Newsgroups: comp.music
Path: utzoo!utgpu!cunews!dgbt!ted
From: ted@dgbt.doc.ca (Ted Grusec)
Subject: Re: Perfect Pitch
Message-ID: <1991Mar25.145217.1573@dgbt.doc.ca>
Organization: The Communications Research Centre, Ottawa, Canada
References: <1991Mar18.215252.21611@athena.mit.edu> <1991Mar19.133646.6659@bernina.ethz.ch> <872@mrcu>
Date: Mon, 25 Mar 91 14:52:17 GMT

Generally, everyone seems to assume that perfect pitch and musical
ability are highly related - in other words, that someone with perfect
pitch is also high in other aspects of musical talent (although, of
course, the absence of perfect pitch is not related to low talent).
Consider, however, that the question of perfect pitch would rarely
come up in a non-musical context, so that most people who are
discovered to have perfect pitch are involved in music.

I am a psychologist doing music and audio research and one of the
tools I have been using are the Seashore tests of musical talent. I
use heterogenous groups of people in my research and one of the things
that has come up is that there are people who have perfect pitch but
who are not at all musically talented or inclined. Such people would
not normally be revealed except in the kind of research I am doing.

The point is that perfect pitch is not coincident with high musical
ability at all. Its presence is, arguably, useful to musicians, but,
in my present view, and in the light of individuals that I have
studied, it is not at all to be equated with musical ability.

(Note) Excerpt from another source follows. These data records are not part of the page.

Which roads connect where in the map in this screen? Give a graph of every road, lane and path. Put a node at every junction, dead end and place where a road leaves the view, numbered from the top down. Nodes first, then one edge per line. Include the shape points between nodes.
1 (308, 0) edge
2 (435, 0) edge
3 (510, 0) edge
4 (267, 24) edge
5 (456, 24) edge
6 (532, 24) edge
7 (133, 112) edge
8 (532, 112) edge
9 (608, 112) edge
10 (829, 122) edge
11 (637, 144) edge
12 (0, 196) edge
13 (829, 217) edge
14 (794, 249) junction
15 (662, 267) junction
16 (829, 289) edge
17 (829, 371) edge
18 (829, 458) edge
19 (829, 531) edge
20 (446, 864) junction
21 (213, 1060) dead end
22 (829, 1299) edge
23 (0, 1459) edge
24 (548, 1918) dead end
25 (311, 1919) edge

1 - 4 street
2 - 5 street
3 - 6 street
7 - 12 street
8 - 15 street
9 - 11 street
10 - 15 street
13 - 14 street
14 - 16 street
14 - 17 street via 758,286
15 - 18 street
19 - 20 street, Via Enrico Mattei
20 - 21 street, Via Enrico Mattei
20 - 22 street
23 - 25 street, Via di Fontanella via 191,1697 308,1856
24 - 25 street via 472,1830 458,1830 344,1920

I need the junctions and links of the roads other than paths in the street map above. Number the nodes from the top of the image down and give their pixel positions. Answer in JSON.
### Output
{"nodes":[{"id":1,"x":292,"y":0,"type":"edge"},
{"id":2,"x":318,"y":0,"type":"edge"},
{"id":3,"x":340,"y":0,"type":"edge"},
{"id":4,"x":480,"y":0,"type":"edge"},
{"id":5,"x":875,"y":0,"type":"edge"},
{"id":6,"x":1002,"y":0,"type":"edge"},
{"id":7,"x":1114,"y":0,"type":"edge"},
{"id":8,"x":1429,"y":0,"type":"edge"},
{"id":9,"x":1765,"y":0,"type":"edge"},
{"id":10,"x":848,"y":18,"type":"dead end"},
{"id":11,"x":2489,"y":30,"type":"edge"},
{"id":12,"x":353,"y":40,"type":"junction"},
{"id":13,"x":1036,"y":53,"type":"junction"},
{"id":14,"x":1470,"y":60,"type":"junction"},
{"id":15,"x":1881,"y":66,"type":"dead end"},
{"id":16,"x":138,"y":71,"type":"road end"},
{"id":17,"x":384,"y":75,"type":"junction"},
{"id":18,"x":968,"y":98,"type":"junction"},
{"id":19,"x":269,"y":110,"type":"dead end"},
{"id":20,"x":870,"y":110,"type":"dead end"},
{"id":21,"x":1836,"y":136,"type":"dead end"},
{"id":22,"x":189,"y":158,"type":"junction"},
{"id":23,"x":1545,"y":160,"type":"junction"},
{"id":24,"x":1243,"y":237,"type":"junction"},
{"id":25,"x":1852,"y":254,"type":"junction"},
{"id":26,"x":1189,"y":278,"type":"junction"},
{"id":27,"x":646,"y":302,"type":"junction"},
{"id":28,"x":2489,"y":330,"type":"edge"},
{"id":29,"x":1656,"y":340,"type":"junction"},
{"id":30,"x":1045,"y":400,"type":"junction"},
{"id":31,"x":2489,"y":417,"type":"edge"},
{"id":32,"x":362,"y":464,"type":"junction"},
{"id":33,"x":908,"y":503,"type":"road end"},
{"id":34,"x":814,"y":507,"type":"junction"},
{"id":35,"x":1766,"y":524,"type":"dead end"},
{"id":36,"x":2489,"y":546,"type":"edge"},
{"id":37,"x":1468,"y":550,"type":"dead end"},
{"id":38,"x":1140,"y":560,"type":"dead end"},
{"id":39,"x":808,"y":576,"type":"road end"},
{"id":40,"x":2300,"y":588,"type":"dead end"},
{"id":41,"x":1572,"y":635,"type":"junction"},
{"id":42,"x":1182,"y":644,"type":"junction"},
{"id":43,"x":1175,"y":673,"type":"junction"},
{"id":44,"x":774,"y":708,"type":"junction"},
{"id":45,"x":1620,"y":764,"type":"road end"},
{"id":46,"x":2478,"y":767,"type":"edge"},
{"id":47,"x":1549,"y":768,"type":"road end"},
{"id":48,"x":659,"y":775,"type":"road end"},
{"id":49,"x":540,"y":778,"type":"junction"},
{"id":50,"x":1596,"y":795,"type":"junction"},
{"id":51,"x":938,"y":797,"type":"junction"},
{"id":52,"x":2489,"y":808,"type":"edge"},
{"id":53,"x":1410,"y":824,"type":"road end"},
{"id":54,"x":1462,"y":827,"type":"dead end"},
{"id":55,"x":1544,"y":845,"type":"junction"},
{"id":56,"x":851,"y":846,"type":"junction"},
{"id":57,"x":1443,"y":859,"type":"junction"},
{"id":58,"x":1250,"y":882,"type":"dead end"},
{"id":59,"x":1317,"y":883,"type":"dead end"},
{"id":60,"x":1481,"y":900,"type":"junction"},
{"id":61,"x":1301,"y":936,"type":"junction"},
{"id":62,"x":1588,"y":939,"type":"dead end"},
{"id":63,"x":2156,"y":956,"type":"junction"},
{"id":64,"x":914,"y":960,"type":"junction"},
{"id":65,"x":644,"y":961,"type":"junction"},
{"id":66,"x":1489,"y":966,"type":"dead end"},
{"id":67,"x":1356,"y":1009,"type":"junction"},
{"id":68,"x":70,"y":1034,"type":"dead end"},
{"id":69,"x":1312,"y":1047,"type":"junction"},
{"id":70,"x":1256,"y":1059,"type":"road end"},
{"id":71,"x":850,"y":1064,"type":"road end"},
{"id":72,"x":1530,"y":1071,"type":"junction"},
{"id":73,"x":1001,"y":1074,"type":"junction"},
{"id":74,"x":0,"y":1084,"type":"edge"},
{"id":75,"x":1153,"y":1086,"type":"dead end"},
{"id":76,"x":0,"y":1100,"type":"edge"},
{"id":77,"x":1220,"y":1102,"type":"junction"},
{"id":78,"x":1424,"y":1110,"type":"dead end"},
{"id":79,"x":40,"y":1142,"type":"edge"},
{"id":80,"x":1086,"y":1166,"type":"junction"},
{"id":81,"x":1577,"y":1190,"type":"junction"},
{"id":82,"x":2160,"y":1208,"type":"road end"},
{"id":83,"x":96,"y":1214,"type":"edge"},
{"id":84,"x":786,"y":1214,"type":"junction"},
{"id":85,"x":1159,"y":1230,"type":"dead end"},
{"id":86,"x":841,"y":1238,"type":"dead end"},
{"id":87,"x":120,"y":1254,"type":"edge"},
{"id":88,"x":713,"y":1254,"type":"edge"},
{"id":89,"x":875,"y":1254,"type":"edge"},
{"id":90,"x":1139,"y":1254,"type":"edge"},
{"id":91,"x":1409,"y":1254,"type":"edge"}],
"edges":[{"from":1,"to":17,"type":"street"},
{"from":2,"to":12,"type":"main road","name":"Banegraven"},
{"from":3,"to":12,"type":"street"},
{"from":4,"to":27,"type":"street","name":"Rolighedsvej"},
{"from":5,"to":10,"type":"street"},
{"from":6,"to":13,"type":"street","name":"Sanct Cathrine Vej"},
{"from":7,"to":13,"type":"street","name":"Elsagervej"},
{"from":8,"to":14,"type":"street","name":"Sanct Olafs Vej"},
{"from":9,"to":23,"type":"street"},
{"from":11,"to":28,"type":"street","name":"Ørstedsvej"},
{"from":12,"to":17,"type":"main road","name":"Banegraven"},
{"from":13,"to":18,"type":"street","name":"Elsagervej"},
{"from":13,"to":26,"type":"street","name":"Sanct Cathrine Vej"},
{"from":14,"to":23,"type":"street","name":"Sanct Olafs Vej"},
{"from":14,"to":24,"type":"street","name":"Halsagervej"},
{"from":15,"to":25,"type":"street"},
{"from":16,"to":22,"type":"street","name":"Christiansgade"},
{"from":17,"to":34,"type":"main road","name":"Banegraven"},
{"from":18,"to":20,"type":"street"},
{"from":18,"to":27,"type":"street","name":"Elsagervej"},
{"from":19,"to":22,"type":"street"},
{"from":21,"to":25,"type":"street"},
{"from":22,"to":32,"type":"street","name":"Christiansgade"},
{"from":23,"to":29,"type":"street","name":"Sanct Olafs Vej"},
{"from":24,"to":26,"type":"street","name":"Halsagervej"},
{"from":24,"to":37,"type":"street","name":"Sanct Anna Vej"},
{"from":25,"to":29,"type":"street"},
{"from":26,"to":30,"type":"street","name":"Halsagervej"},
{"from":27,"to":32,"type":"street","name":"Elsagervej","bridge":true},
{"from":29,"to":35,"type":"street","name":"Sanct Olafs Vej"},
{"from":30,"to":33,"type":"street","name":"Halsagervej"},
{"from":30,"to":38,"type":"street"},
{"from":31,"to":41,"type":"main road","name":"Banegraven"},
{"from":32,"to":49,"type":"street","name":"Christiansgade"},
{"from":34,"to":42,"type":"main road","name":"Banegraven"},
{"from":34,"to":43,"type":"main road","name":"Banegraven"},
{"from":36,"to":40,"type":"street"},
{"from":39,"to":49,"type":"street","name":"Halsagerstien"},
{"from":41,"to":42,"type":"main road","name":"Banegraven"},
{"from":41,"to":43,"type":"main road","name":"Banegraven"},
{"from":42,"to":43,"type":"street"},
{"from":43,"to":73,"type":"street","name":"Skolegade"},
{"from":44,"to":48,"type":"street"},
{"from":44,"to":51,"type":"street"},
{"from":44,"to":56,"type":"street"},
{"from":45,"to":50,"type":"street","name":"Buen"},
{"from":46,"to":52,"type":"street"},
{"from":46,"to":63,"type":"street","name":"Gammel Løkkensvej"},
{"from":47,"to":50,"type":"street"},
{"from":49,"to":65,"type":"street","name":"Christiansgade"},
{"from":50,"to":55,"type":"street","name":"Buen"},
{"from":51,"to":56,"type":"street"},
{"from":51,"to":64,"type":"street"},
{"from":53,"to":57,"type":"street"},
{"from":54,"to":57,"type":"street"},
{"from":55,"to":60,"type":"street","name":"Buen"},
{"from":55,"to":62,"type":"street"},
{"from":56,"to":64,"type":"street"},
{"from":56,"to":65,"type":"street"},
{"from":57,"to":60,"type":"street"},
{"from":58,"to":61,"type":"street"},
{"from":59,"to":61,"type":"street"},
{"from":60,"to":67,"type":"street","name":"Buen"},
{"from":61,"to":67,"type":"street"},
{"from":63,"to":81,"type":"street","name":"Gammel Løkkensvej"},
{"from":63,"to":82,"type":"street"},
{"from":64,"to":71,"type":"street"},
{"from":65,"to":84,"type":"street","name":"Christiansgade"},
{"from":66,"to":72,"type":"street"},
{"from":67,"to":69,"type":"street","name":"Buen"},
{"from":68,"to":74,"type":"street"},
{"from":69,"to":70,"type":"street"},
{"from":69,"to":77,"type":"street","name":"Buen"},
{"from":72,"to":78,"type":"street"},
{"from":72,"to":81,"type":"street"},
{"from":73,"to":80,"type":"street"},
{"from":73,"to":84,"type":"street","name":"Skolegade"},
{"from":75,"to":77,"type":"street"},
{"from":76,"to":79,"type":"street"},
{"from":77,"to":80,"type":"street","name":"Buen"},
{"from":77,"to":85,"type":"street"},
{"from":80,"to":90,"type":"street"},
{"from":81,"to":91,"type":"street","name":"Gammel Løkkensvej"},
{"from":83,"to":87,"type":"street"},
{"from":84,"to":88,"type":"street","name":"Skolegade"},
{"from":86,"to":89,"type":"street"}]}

The Sloboda reference is a good one. The conclusion of that author, as
I recall, is that musical ability can best be considered a matter of a
number of different aptitudes coming together in a single mind. Thus,
pitch, time, timbre, loudness, rhythm, musical memory etc., when they
all come together as perceptual/cognitive strengths, constitute a
highly musical mind. But any one or several of these may exist in high
strength without the others, and in those cases, musical inclination
may be weaker.

I will end with an anecdote. As a graduate student I was doing some
research in which I was exposing subjects to sine wave tones of the
same pitch. Day after day, week after week, I, as experimenter, heard
these tones over and over and over. After a week or so of this, I
could walk into the lab and see how close I was to humming the tones
in question before turning the apparatus on. I became quite perfect at
this and was able to impress visitors to the lab with my "perfect
pitch". I do not have perfect pitch but had clearly acquired something
analogous without conscious effort. How restricted this was to the lab
situation I don't know. Nor did I then pursue this in other contexts
for its generality. But, clearly, learning effects can be quite
striking.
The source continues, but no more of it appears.